I myself saw Snatch before Lock Stock, and was probably 15 years old at the time, when my gummy little hormone addled brain was still open to formative experiences. It totally blew my mind. I wasn’t much of a film buff at that point in my life, but I especially remember the smash cuts to Frankie Four Fingers gambling while Viva Las Vegas blared in the background and thought they were a great touch. The complexity of the narrative and the way it all carefully built to such an immensely satisfying ending was also, at the time, deeply impressive to me.
But as I look back now I think what really stands out is the way Guy Ritchie created this self-contained world of fully realized, extremely weird and compelling characters all of whom fit together so neatly in his richly imagined version of the British underworld. The film is so good at taking you on a journey through a hyper-stylized fictional world where everything, while loosely based on our own reality, is dialed up to eleven. And yet, every character, no matter how outlandish or bizarre, fits perfectly within the little universe of the film. The most obvious example is the character of Mickey, in what I believe is Brad Pitt’s greatest film performance, with his supernatural one-punch gypsy boxing ability and his ambiguous character arc which is stealthily building toward such a great final act.
None of this would have been possible if Guy Ritchie didn’t have such a strong, clear and clean vision of this imagined world, a vision which he was able to communicate beautifully to the cast. Everyone is on the same page in Snatch, which is essential for making it work because if they weren’t the little idiosyncrasies which make the film such a pleasure just wouldn’t land at all. This is a film that, were it not unified by the singular vision of its creator, would spin apart at the seams at the earliest opportunity.
A lot of the glue that keeps it together - besides the hip visual style the delightfully bizarre characters the richly imagined world and the twisty structure of the plot - is the dialogue. Guy Ritchie displayed in Snatch a real virtuoso talent for writing uniquely dense, complex and hyper-stylized dialogue which could easily sail into silly excess but always seems to stop just short. My favorite bit from the film is Bullet Tooth Tony, calmly seated in the pub at gunpoint, pontificating on the nature of testicles. I daresay, it’s nearly Shakespearean.

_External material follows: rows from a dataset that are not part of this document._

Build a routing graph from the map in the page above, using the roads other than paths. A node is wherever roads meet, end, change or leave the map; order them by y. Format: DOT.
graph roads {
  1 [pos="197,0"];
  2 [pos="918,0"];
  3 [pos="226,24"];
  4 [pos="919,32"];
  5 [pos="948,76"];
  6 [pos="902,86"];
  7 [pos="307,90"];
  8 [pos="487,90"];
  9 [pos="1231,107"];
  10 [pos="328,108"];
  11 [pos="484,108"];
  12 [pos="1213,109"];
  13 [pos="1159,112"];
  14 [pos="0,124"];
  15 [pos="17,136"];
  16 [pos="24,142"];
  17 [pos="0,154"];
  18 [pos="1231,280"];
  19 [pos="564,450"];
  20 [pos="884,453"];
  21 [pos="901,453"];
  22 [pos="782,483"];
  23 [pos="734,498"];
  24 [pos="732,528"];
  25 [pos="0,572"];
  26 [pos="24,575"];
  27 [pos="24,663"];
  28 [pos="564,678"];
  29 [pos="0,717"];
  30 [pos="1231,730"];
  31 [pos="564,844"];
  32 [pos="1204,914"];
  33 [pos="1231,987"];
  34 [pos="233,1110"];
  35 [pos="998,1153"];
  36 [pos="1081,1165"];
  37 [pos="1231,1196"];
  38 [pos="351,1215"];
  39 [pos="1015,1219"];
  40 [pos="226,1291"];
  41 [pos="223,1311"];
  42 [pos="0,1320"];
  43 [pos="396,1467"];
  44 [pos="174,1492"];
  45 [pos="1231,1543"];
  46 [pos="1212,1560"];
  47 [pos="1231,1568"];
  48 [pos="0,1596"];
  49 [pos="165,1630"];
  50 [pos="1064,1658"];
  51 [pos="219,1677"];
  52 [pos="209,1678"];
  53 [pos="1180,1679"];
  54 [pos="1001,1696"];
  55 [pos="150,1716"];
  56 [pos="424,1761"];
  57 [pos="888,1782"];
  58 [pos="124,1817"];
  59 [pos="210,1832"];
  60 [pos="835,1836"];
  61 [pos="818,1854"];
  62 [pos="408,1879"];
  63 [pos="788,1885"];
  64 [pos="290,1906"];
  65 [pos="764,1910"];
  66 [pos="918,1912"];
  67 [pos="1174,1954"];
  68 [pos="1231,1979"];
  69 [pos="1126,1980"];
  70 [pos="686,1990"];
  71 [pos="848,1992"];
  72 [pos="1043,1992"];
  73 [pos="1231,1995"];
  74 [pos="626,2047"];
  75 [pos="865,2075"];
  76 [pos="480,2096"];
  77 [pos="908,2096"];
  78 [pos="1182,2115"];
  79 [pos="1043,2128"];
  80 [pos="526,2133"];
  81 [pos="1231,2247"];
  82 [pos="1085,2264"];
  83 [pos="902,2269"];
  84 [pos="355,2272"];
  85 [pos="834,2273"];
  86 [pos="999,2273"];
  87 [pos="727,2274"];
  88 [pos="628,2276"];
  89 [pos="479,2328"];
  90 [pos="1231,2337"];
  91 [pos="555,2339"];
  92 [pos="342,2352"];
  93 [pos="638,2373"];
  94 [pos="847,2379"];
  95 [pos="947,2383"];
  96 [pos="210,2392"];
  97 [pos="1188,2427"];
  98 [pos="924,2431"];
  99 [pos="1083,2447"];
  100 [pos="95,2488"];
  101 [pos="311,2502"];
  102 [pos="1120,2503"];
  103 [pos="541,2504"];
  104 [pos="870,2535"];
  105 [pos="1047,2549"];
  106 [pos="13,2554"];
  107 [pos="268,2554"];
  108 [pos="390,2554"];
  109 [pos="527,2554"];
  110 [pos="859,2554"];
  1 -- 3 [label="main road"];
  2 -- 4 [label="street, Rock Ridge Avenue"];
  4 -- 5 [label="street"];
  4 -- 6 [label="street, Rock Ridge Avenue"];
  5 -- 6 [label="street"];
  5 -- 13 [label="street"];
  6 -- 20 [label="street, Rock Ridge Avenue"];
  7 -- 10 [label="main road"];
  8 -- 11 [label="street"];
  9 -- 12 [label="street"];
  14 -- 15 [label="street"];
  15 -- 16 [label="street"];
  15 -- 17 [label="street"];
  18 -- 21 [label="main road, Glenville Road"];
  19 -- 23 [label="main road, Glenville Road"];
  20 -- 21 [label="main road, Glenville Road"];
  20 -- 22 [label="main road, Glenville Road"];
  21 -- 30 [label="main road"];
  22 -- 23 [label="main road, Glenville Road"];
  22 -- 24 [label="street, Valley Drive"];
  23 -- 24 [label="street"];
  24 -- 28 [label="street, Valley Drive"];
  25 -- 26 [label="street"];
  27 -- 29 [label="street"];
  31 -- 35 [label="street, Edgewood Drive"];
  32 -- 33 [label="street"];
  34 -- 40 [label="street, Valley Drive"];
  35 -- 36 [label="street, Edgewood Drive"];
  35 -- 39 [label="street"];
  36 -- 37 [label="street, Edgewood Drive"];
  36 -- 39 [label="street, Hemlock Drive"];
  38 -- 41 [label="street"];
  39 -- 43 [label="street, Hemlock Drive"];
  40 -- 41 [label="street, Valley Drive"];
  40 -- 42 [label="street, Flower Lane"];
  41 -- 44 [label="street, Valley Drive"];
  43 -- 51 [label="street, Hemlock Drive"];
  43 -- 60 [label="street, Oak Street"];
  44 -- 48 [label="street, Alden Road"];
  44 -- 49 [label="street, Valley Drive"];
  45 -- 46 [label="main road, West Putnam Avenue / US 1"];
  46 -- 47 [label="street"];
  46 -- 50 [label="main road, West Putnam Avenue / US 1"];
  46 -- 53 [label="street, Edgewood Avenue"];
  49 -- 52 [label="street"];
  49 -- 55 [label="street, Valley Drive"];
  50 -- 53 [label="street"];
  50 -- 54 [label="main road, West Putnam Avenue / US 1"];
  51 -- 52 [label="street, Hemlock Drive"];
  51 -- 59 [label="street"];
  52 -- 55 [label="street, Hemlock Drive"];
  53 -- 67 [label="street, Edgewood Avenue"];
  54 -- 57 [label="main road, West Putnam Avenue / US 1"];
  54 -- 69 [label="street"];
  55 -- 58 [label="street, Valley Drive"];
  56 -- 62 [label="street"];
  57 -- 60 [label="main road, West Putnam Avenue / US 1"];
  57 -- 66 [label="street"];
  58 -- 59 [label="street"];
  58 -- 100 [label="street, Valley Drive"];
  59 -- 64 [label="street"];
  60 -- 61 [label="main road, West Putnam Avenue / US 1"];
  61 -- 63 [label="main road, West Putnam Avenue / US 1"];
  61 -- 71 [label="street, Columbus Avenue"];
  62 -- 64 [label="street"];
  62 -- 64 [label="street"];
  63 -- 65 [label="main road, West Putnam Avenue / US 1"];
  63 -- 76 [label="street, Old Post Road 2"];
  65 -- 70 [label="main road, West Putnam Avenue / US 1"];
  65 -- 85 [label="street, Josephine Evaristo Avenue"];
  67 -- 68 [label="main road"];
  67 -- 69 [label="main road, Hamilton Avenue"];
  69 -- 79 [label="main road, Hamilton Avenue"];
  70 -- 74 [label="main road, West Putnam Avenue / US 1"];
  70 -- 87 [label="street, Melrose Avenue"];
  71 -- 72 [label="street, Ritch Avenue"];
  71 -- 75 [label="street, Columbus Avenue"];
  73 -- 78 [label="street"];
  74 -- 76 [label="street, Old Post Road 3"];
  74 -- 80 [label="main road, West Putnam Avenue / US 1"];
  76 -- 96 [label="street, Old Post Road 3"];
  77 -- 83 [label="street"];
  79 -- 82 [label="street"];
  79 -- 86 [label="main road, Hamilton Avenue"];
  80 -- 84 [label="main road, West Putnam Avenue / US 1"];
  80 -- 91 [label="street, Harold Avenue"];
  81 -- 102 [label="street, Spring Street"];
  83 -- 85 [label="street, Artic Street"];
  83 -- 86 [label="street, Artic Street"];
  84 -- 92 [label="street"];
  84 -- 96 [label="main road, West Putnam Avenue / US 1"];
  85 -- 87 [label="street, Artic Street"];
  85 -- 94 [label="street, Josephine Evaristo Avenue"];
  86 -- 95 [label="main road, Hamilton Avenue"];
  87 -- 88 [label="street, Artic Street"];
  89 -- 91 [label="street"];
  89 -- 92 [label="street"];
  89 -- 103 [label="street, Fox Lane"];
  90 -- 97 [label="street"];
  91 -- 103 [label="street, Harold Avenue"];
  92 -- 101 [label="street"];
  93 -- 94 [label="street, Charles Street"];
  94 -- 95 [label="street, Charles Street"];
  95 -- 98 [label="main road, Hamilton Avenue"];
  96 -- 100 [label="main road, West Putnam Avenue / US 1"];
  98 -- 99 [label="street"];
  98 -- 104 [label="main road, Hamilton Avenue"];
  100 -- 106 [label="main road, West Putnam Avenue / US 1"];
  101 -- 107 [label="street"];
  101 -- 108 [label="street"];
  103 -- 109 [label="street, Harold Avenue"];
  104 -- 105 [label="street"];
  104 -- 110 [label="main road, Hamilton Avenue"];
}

Let’s be clear - Snatch is not going to reveal to you any deeply hidden truths about the human condition, the nature of our society or the bonds that bring us together. That is not the kind of film it wants to be, nor is it where Guy Ritchie’s particular genius lies. Snatch is essentially a comic book brought to life, long before that was in vogue or a proven money-printing formula. It is pure sensory spectacle, meant to be experienced and enjoyed. And it is the totality of these efforts, and the way they fit together so perfectly, that makes Snatch not only an enduring classic, but easily the greatest Guy Ritchie film there is.